The Four Companions, also called the Four Pillars of the Sahaba, is a Shia term for the four Companions (ṣaḥāba) of the Islamic prophet Muhammad who are supposed to have stayed most loyal to Ali ibn Abi Talib after Muhammad's death in 632: Salman al-Fārisī, Abū Dharr al-Ghifāri, Miqdad ibn Aswād al-Kindi, and Ammār ibn Yāsir.

== Details ==
Salman is generally considered to be the loftiest amongst these elite four in Shia theology. It is narrated from Muhammad that:

Faith has ten grades, and Salman is on the tenth (i.e., highest) grade, Abu Dharr on the ninth, and Miqdad on the eighth grade.
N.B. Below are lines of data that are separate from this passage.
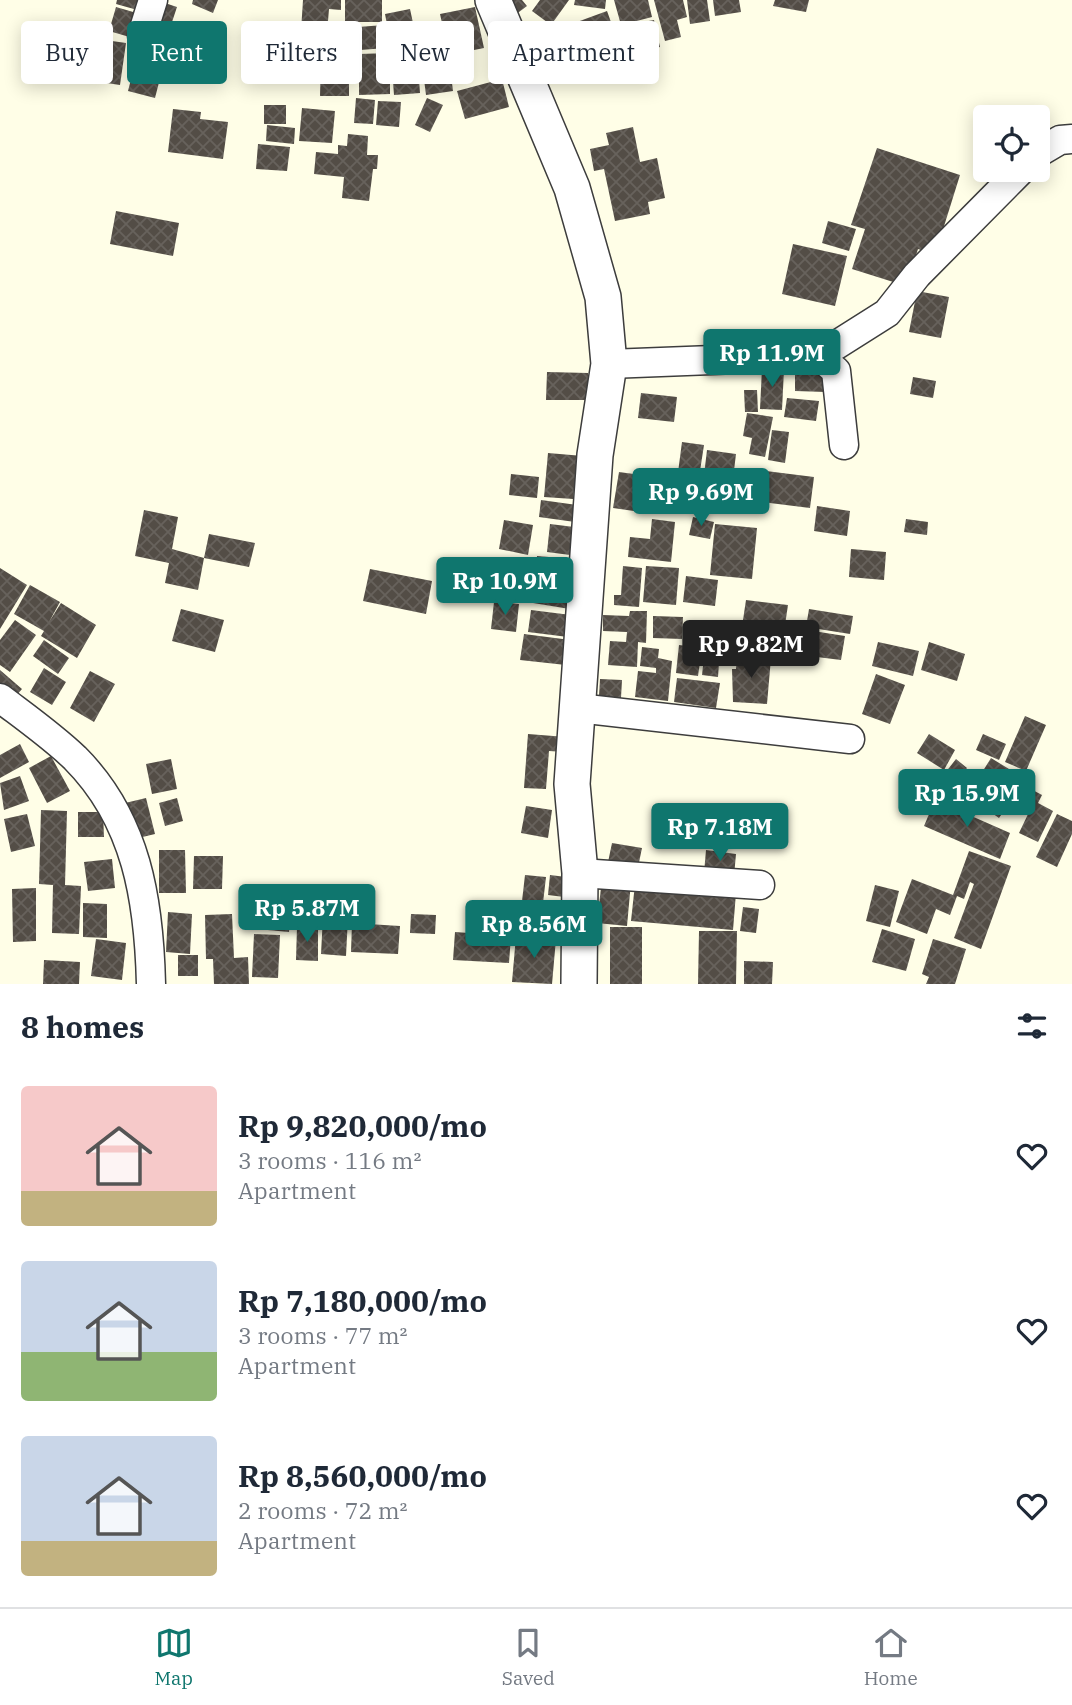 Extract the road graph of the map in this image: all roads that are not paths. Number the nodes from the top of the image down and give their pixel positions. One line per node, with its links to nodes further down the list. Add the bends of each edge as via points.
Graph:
1 (153, 0): 3 (street)
2 (493, 0): 8 (street, via 585,229 603,297)
3 (146, 21)
4 (1072, 139): 5 (street)
5 (1050, 146)
6 (1009, 182): 7 (street, via 917,275 887,313)
7 (819, 356): 8 (street); 9 (street, via 836,371)
8 (608, 364): 11 (street, via 595,455)
9 (844, 446)
10 (0, 698): 15 (street, via 73,756 113,805 142,879 150,923)
11 (578, 708): 12 (street); 13 (street, via 572,784)
12 (850, 739)
13 (580, 873): 14 (street); 16 (street)
14 (760, 886)
15 (151, 984)
16 (579, 984) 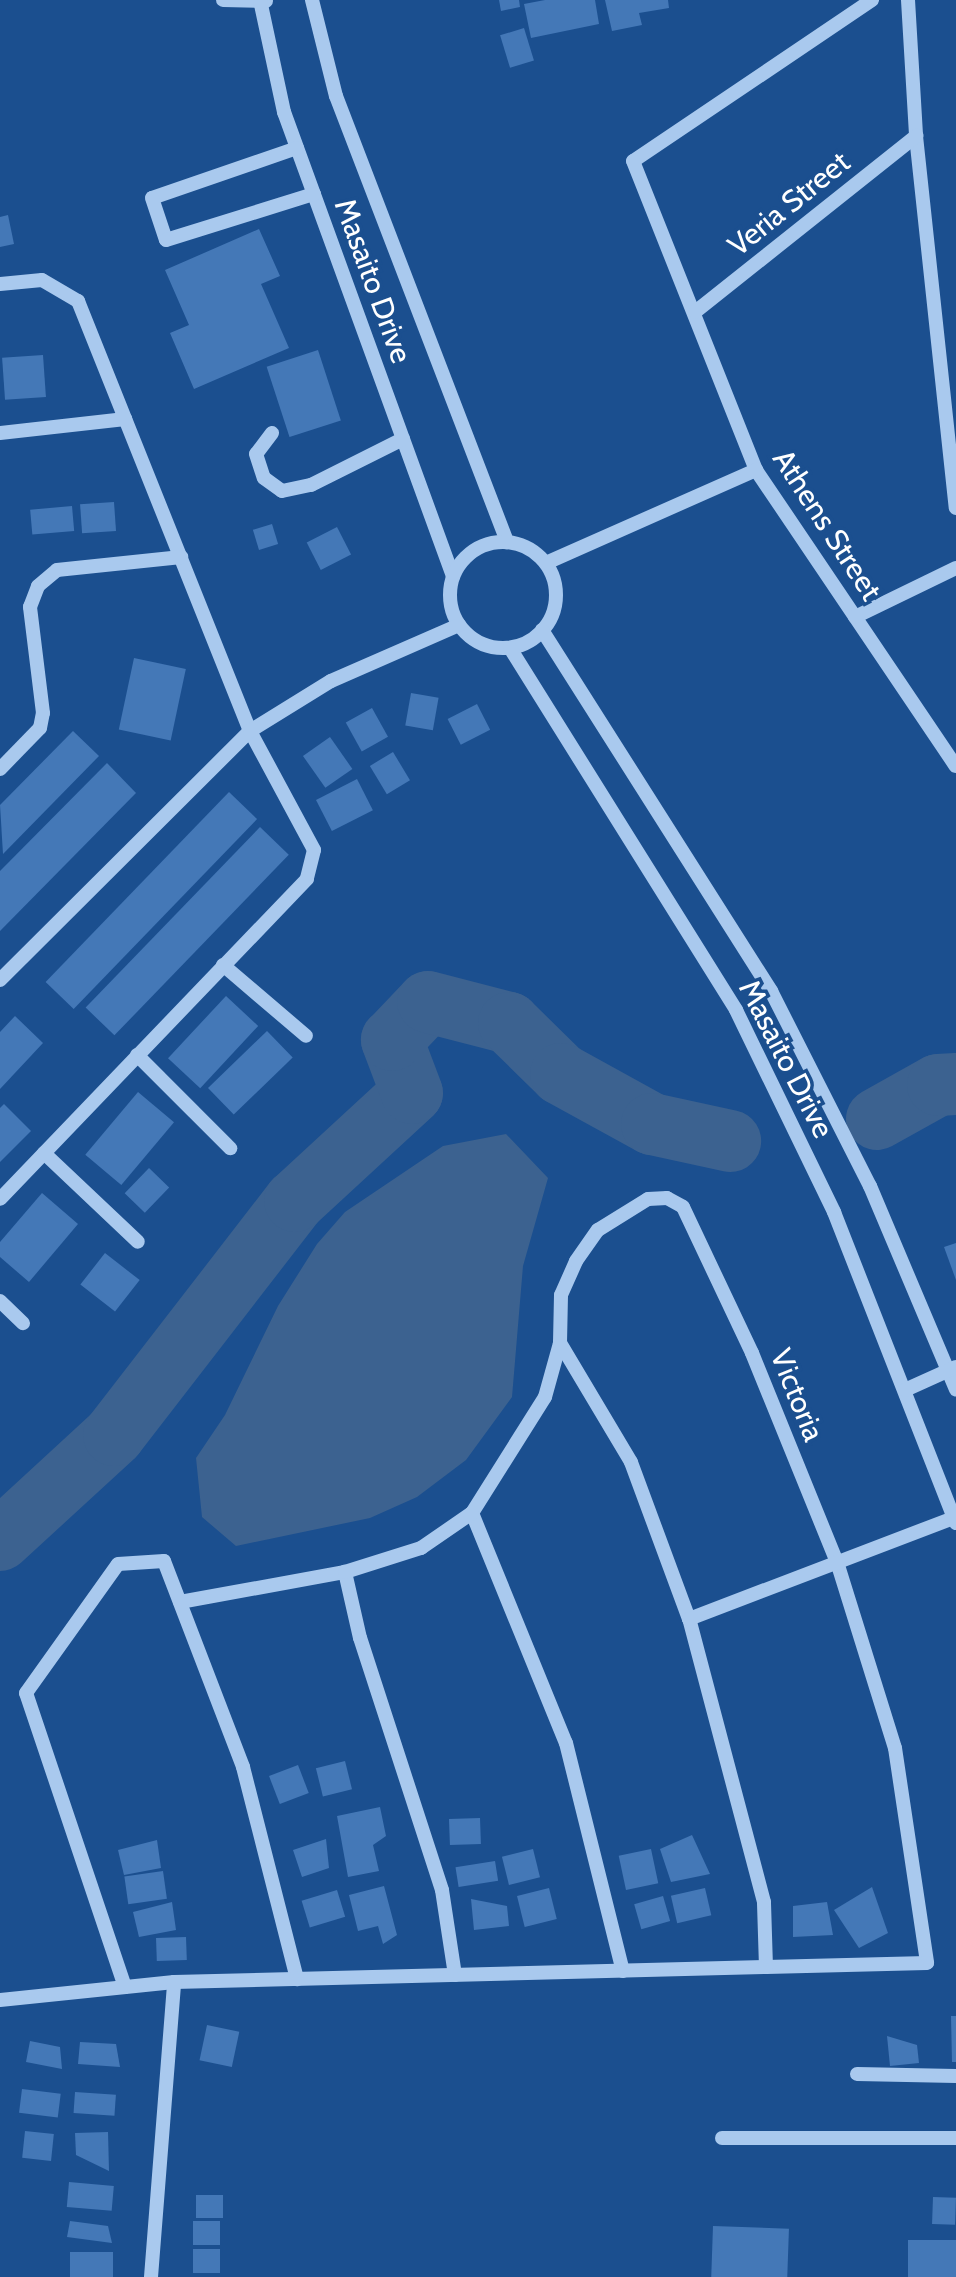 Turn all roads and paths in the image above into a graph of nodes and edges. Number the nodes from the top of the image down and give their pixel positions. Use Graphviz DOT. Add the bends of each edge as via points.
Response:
graph roads {
  1 [pos="223,0"];
  2 [pos="312,0"];
  3 [pos="872,0"];
  4 [pos="908,0"];
  5 [pos="263,1"];
  6 [pos="916,136"];
  7 [pos="297,148"];
  8 [pos="314,194"];
  9 [pos="0,284"];
  10 [pos="695,312"];
  11 [pos="125,419"];
  12 [pos="0,433"];
  13 [pos="272,433"];
  14 [pos="403,439"];
  15 [pos="756,470"];
  16 [pos="956,508"];
  17 [pos="507,542"];
  18 [pos="181,557"];
  19 [pos="546,563"];
  20 [pos="956,568"];
  21 [pos="453,576"];
  22 [pos="855,617"];
  23 [pos="459,625"];
  24 [pos="542,630"];
  25 [pos="510,648"];
  26 [pos="250,731"];
  27 [pos="956,766"];
  28 [pos="0,769"];
  29 [pos="223,965"];
  30 [pos="0,980"];
  31 [pos="306,1036"];
  32 [pos="137,1055"];
  33 [pos="230,1148"];
  34 [pos="44,1153"];
  35 [pos="0,1199"];
  36 [pos="138,1242"];
  37 [pos="0,1301"];
  38 [pos="23,1323"];
  39 [pos="560,1343"];
  40 [pos="953,1369"];
  41 [pos="905,1390"];
  42 [pos="956,1390"];
  43 [pos="472,1513"];
  44 [pos="955,1519"];
  45 [pos="837,1562"];
  46 [pos="345,1572"];
  47 [pos="180,1602"];
  48 [pos="689,1619"];
  49 [pos="766,1967"];
  50 [pos="623,1971"];
  51 [pos="455,1975"];
  52 [pos="297,1979"];
  53 [pos="174,1982"];
  54 [pos="125,1987"];
  55 [pos="0,2000"];
  56 [pos="857,2074"];
  57 [pos="956,2076"];
  58 [pos="722,2138"];
  59 [pos="956,2138"];
  60 [pos="151,2277"];
  1 -- 5 [label="street"];
  2 -- 17 [label="street, Masaito Drive" via="336,96"];
  3 -- 10 [label="street, Athens Street" via="633,161"];
  4 -- 6 [label="street"];
  5 -- 7 [label="street, Masaito Drive"];
  6 -- 10 [label="street, Veria Street"];
  6 -- 16 [label="street"];
  7 -- 8 [label="street, Masaito Drive"];
  7 -- 8 [label="street" via="152,198 166,240"];
  8 -- 14 [label="street, Masaito Drive"];
  9 -- 11 [label="street" via="42,280 78,301"];
  10 -- 15 [label="street, Athens Street"];
  11 -- 12 [label="street"];
  11 -- 18 [label="street"];
  13 -- 14 [label="street" via="256,454 264,478 282,491 311,485"];
  14 -- 21 [label="street, Masaito Drive"];
  15 -- 19 [label="street"];
  15 -- 22 [label="street, Athens Street"];
  17 -- 19 [label="street" via="522,545"];
  17 -- 21 [label="street" via="475,549"];
  18 -- 26 [label="street"];
  18 -- 28 [label="street" via="57,570 38,586 30,607 43,713 40,728"];
  19 -- 24 [label="street" via="553,576 555,605"];
  20 -- 22 [label="street"];
  21 -- 23 [label="street" via="450,592"];
  22 -- 27 [label="street, Athens Street"];
  23 -- 25 [label="street" via="482,644"];
  23 -- 26 [label="street" via="331,681"];
  24 -- 25 [label="street"];
  24 -- 40 [label="street, Masaito Drive" via="771,991 870,1186"];
  25 -- 41 [label="street, Masaito Drive" via="736,1010 834,1212"];
  26 -- 29 [label="street" via="314,850 307,879"];
  26 -- 30 [label="street"];
  29 -- 31 [label="street"];
  29 -- 32 [label="street"];
  32 -- 33 [label="street"];
  32 -- 34 [label="street"];
  34 -- 35 [label="street"];
  34 -- 36 [label="street"];
  37 -- 38 [label="street"];
  39 -- 43 [label="street" via="545,1397"];
  39 -- 45 [label="street, Victoria" via="561,1295 598,1230 648,1199 667,1198 683,1207 752,1353"];
  39 -- 48 [label="street" via="631,1462"];
  40 -- 41 [label="street"];
  40 -- 42 [label="street, Masaito Drive"];
  41 -- 44 [label="street, Masaito Drive"];
  43 -- 46 [label="street" via="421,1548"];
  43 -- 50 [label="street" via="566,1743"];
  44 -- 45 [label="street"];
  45 -- 48 [label="street"];
  45 -- 49 [label="street, Victoria" via="895,1748 927,1963"];
  46 -- 47 [label="street"];
  46 -- 51 [label="street" via="360,1638 442,1890"];
  47 -- 52 [label="street" via="243,1767"];
  47 -- 54 [label="street" via="164,1561 118,1564 26,1693"];
  48 -- 49 [label="street" via="764,1902"];
  49 -- 50 [label="street"];
  50 -- 51 [label="street"];
  51 -- 52 [label="street"];
  52 -- 53 [label="street"];
  53 -- 54 [label="street"];
  53 -- 60 [label="street"];
  54 -- 55 [label="street"];
  56 -- 57 [label="street"];
  58 -- 59 [label="street"];
} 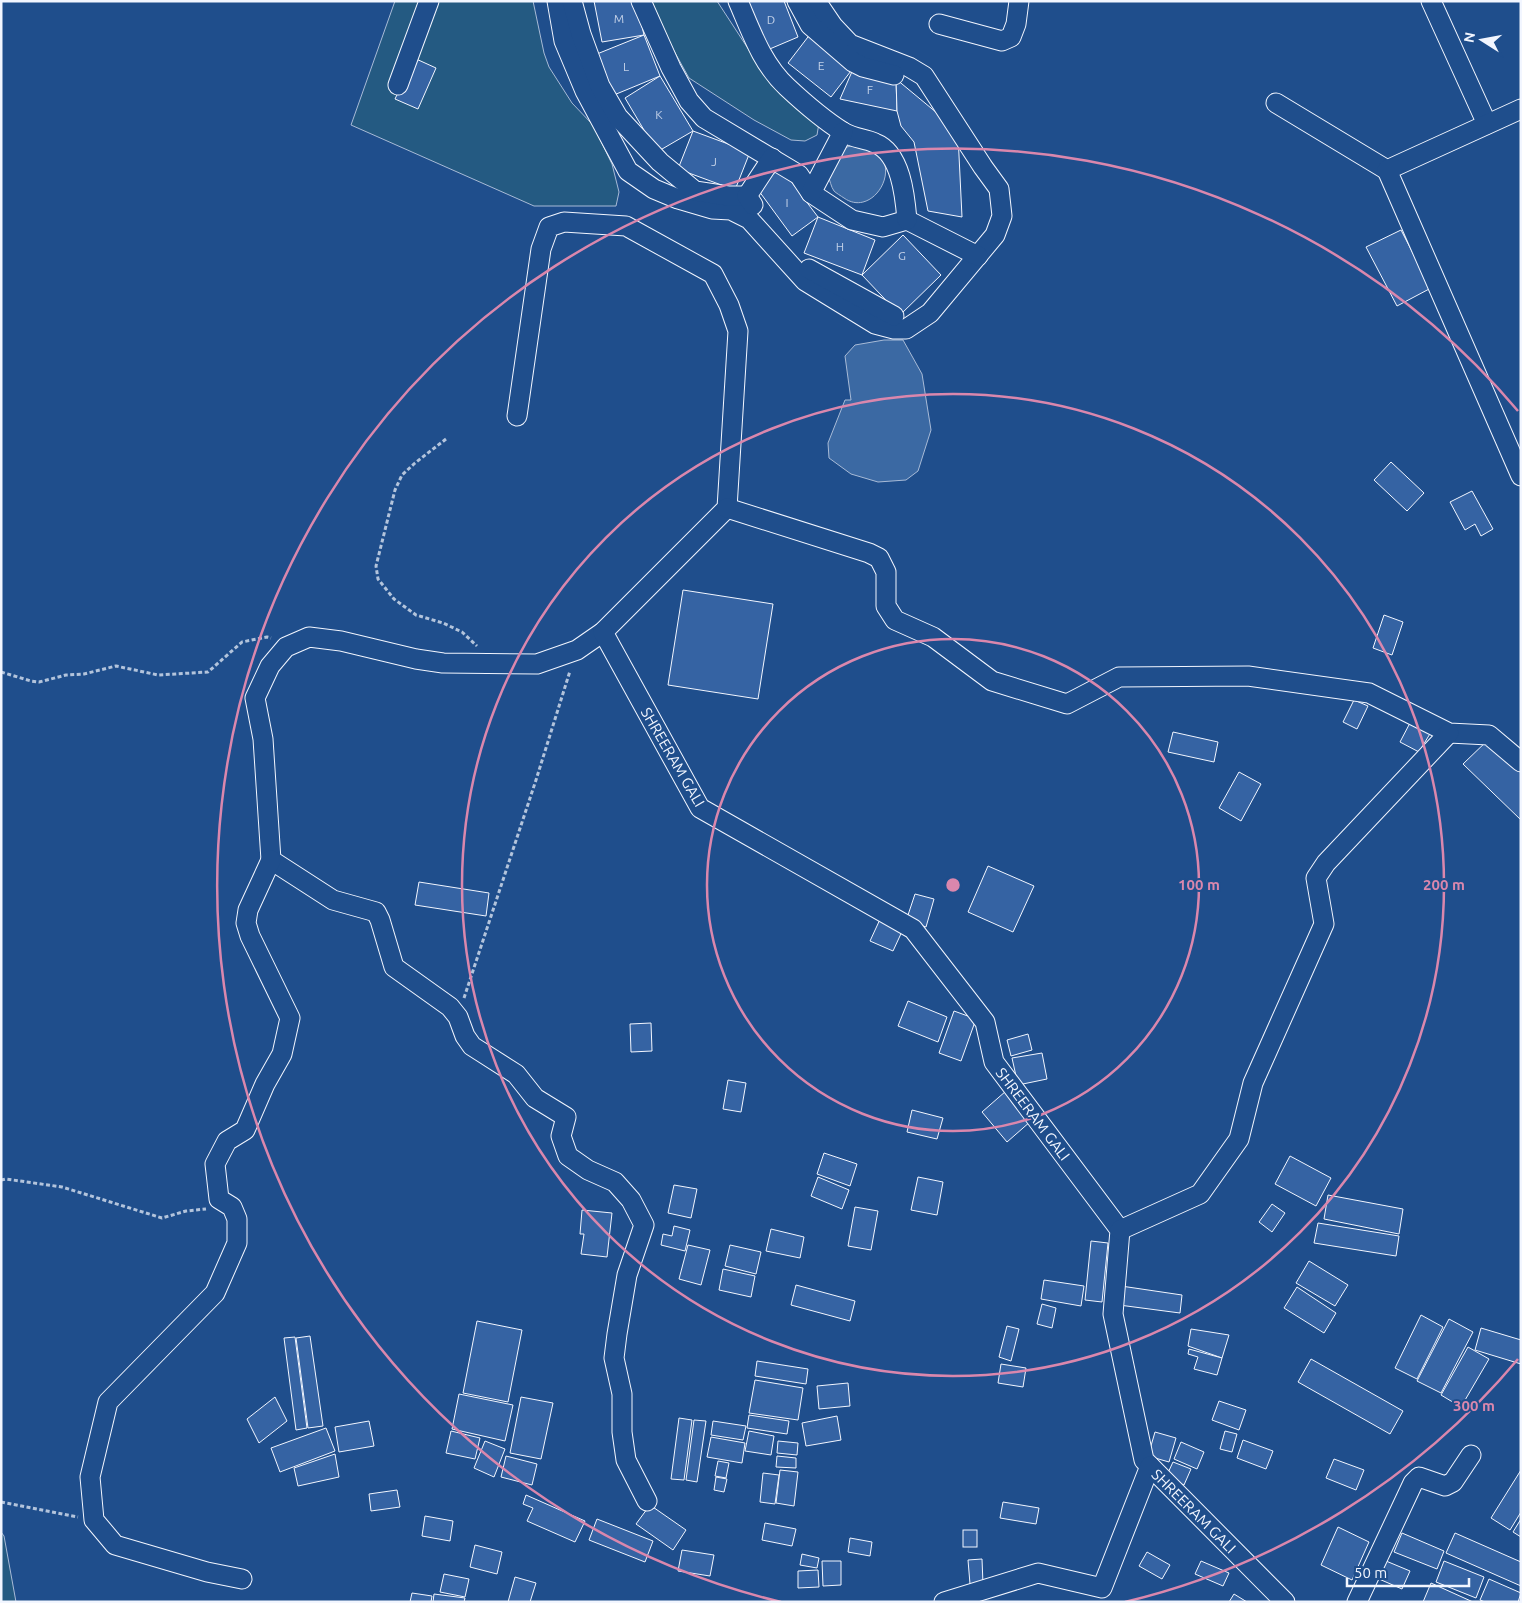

Those among Muhammad's companions who were closest to Ali were called the shīʿat ʿAlī ('the partisans of Ali') during Muhammad's lifetime. The following hadith is narrated about them from Jabir al-Ansari:

The Messenger of Allah said: "Glad tidings Oh Ali! For verily you and your companions and your Shi'ah will be in Heaven."

These companions were later referred to as "The Real Shia." Abdullah ibn Abbas, Ubay ibn Ka'b, Bilal ibn Rabah, Muhammad ibn Abi Bakr, Malik al-Ashtar, and Hudhayfah ibn al-Yaman were other such partisans. However, it is only The Four Companions that are supposed to have attained distinction in their devotion to Ali.